The expanded funding mission is allowed under loosened restrictions approved by the Association of Art Museum Directors (AAMD) last April to help American museums facing severe financial shortfalls precipitated by the coronavirus pandemic. Previously the association had limited museums to selling works for the sole purpose of financing acquisitions of more art, but museums have been seeking relief to pay their employees and otherwise finance their operations.
The relaxed standards, adopted to help museums fund “direct care” of their collections, are interpreted to sanction paying curators’ and conservators’ salaries as well as covering other operating expenses and are in force until April 2022.
Critics have said that the Met should turn to its wealthy trustees for additional funding before using art sales to finance operating costs, and that deaccessioning for such purposes could deter donors of important works of art.
In the interview, Hollein said that the only key difference from previous deaccessioning is that the proceeds will go elsewhere, once the museum’s board of trustees meets on 2 March and approves an official policy defining collections care as required by the AAMD.
“For two years, proceeds will go not toward purchasing more works but into collections care,” he explains. Acquisitions will continue at the normal pace, he adds, financed by “robust acquisitions funds” established by the Met.

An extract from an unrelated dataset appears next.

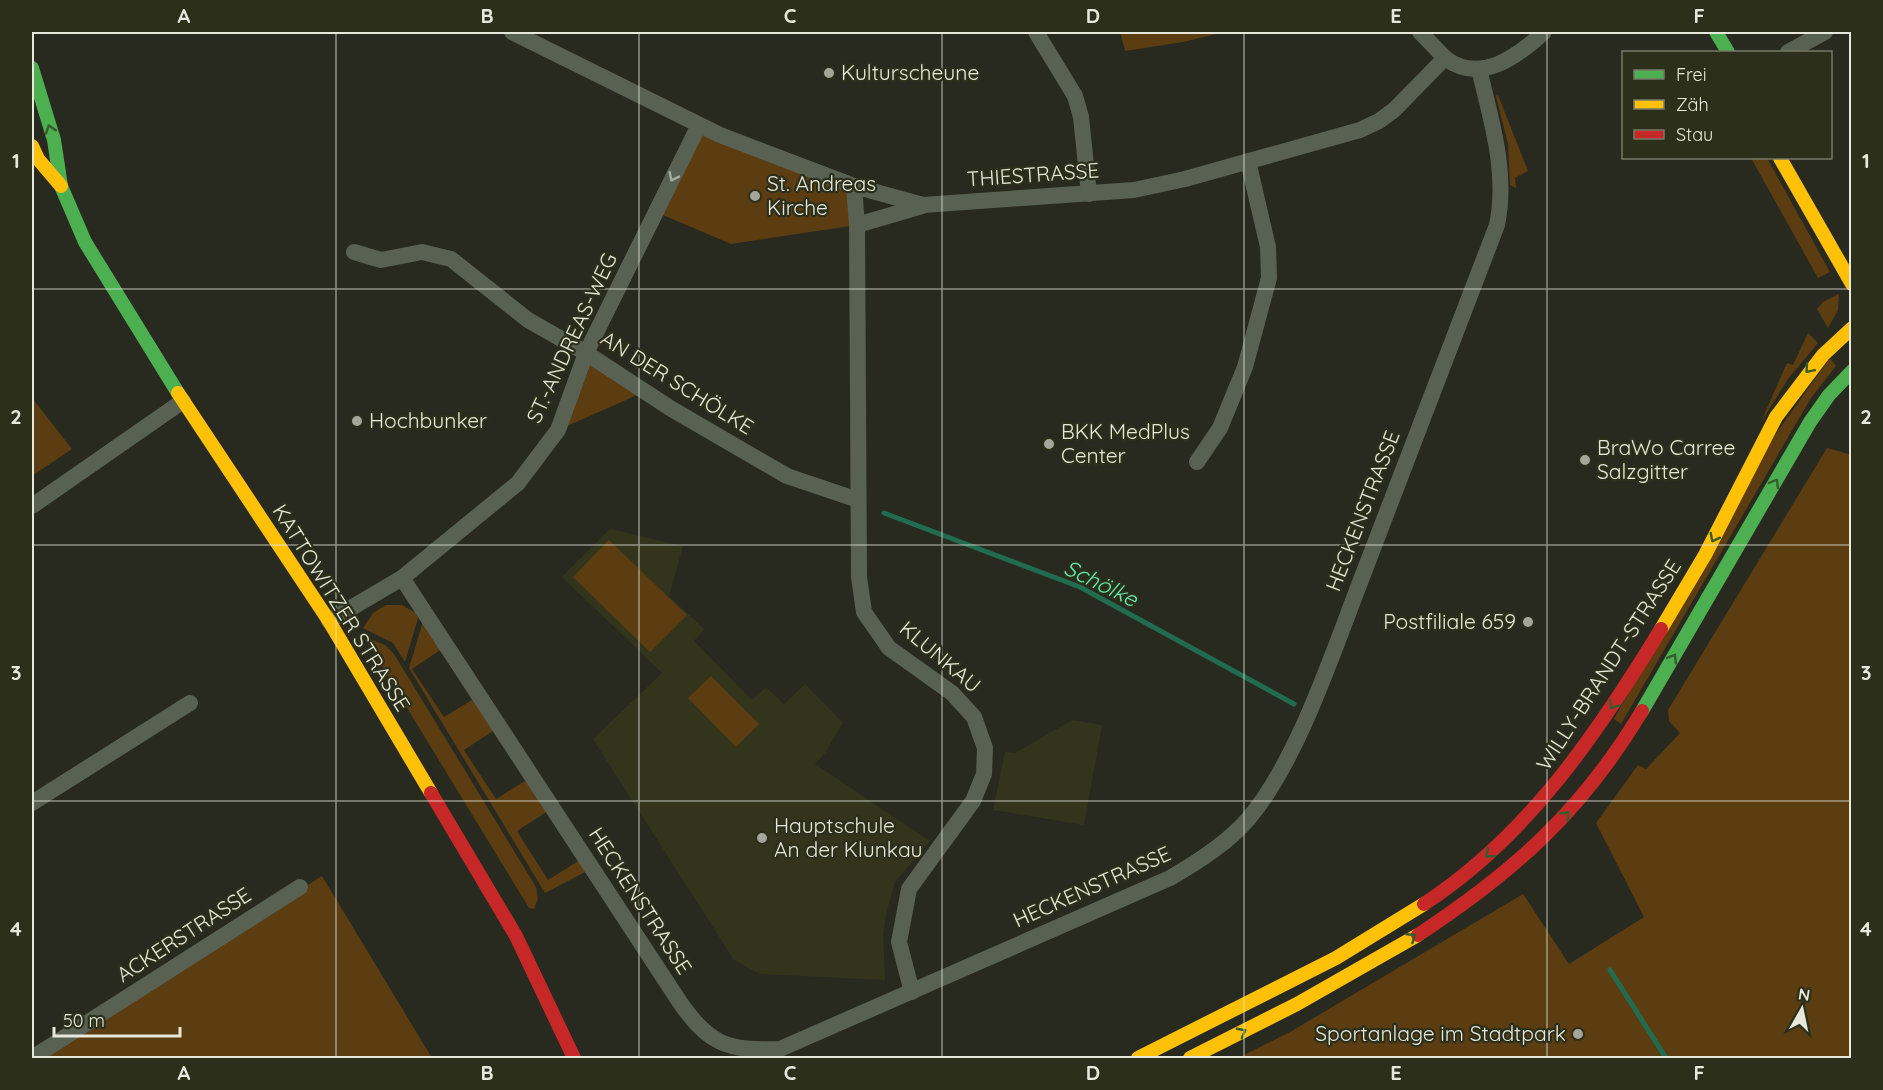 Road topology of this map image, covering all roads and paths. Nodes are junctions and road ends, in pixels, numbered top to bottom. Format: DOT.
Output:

“The Met has a responsibility to our field and our global community,” Hollein says in a long statement posted today on the Met’s website. But, declaring a “historic crisis” for museums, he says: “It is my professional opinion that a deliberate deaccession program is appropriate, useful and necessary for a museum like ours. I also believe that we must face this once-in-a-generation challenge brought by the pandemic by supporting the museum as a whole, especially its staff, while also taking the long view with regard to what is best for the museum.”
Acknowledging the Met’s role as a guidepost for other American museums, Hollein says in his online statement: “I take very seriously the impact that our actions have on other institutions. I also realise that others may have different philosophies.”
He says that the Met’s revenue from deaccessioning ranges from $45,000 to $25m annually, “driven by the wide range of values assigned to specific pieces and different media”. The average from year to year, the director says, is $15m.
The Met has said that it is facing a potential $150m shortfall in the fiscal year ending on 30 June due to its five-and-a-half-month closure in 2020, its ability to operate at only limited capacity since it reopened last August, the loss of fund-raising galas and the slide in retail sales–all resulting from the Covid-19 pandemic.
Hollein emphasises that the museum has always deaccessioned works that it no longer wants as it pursues art acquisitions. The criteria for deaccessioning, he adds, stipulate that the work being sold “does not further the mission of the museum”; that it is redundant within the museum’s holdings or a duplicate; that it is of lesser quality than other objects of the same type in the collection; and that it lacks “sufficient aesthetic merit or historical importance to warrant retention”.
According to the Met’s 990 tax filings as a nonprofit institution, revenue from deaccessioning amounted to around $13.8m in the fiscal year ended in June 2020, $6.18m in the year ended in June 2019 and $2.1m in the year ended in June 2018.
The museum's 990 report for the fiscal year ended in 2020, for example, listed two works sold that brought in excess of $50,000: Canaletto’s Santa Maria della Salute, a painting from around 1740, and Francesco Guardi’s Imaginary View of a Venetian Square or Campo, from the 1780s.